> [WORK INSTRUCTIONS] Tally the lines below that include "Perdana" and give only the total.

___

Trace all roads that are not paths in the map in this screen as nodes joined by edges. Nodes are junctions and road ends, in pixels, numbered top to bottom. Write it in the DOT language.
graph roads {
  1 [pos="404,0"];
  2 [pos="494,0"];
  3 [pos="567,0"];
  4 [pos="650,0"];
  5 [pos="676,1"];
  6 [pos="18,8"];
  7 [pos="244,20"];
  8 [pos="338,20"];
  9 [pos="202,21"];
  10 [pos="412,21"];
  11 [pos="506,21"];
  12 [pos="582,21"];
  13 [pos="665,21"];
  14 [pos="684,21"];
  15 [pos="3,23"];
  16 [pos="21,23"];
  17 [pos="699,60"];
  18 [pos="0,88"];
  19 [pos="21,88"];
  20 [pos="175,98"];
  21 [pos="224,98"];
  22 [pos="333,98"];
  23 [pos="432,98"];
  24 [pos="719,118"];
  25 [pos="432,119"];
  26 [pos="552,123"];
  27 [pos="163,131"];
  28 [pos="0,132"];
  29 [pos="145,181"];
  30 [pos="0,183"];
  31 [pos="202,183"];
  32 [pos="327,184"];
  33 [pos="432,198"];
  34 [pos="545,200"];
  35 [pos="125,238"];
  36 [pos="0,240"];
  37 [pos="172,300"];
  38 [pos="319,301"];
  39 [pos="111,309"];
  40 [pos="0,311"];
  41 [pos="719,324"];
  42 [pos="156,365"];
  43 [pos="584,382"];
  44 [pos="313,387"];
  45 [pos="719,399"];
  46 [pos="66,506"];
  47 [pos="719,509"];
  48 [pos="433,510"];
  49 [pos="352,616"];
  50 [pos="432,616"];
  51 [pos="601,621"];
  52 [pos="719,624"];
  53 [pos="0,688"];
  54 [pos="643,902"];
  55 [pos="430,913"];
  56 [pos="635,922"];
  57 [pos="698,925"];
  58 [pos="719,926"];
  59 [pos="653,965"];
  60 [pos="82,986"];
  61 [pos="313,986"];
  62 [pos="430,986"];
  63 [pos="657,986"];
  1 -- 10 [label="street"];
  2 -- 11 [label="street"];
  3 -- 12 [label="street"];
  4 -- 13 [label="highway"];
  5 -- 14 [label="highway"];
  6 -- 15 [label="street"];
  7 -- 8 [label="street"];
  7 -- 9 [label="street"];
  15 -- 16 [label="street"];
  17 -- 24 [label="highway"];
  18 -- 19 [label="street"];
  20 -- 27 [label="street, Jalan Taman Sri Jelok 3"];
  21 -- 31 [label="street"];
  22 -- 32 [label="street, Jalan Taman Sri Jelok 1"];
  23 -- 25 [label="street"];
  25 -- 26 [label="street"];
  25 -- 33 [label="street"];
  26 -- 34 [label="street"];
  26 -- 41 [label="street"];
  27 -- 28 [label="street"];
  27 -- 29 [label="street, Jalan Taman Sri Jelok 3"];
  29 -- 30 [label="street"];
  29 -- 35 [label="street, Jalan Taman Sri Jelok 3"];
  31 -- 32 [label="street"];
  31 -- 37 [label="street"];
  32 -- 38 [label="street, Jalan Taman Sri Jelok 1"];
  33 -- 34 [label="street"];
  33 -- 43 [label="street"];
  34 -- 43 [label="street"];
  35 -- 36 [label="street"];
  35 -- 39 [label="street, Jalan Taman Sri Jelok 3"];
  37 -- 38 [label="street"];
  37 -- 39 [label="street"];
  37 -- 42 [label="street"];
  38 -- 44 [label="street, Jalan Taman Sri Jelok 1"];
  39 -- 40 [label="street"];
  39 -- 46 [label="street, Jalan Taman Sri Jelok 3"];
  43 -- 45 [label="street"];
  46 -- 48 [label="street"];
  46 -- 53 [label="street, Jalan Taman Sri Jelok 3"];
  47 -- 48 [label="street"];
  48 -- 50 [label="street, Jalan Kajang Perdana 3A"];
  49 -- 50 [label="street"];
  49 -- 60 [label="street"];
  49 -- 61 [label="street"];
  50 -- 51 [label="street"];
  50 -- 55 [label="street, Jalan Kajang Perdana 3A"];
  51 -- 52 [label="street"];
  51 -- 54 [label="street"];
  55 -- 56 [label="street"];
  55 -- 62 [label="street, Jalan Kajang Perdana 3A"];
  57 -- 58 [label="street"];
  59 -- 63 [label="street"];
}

___

> [RESULT OF THE TASK] 3